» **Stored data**
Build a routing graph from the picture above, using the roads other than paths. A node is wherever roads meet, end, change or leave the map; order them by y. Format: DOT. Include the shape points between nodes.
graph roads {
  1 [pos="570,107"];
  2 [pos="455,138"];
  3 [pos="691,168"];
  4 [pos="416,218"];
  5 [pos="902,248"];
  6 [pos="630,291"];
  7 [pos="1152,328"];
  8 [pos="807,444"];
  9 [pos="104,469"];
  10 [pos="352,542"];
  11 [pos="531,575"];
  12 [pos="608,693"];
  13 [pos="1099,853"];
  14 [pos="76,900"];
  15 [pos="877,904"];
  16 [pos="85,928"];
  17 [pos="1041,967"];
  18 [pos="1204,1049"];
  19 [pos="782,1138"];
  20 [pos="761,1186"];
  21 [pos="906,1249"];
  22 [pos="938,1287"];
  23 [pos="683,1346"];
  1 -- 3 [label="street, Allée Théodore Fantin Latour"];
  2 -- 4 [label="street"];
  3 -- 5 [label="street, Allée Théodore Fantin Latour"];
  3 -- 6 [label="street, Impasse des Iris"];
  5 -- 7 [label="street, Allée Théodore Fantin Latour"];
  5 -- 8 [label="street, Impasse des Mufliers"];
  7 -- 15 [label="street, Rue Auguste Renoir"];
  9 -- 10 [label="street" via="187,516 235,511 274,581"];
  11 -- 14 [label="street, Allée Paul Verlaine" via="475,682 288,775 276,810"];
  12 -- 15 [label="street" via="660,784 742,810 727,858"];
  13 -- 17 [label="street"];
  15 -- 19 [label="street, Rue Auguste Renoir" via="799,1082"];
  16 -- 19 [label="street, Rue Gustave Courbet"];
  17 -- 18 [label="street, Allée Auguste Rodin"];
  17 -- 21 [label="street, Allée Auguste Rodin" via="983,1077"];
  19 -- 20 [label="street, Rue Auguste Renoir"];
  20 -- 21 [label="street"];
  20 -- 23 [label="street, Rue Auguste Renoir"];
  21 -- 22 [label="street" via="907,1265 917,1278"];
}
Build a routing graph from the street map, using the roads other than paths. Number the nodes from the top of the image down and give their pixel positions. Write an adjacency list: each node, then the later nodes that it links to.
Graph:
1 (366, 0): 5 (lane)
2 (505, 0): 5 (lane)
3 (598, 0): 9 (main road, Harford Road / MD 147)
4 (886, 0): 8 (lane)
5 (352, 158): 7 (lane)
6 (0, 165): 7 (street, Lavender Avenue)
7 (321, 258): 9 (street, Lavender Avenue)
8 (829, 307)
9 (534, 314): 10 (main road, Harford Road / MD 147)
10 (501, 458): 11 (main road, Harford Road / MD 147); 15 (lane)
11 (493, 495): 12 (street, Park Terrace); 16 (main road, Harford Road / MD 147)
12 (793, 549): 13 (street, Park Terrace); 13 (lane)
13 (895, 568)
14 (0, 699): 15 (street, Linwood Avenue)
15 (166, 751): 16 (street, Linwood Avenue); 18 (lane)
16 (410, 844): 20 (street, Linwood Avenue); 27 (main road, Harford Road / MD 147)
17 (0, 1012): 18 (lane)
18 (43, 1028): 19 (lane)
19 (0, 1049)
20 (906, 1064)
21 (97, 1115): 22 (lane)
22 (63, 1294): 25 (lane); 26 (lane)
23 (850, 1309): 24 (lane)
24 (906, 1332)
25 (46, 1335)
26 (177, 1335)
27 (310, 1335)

» **What is needed**
Which lines above include the word "main"? Return each one.

» **Solved exercise**
3 (598, 0): 9 (main road, Harford Road / MD 147)
9 (534, 314): 10 (main road, Harford Road / MD 147)
10 (501, 458): 11 (main road, Harford Road / MD 147); 15 (lane)
11 (493, 495): 12 (street, Park Terrace); 16 (main road, Harford Road / MD 147)
16 (410, 844): 20 (street, Linwood Avenue); 27 (main road, Harford Road / MD 147)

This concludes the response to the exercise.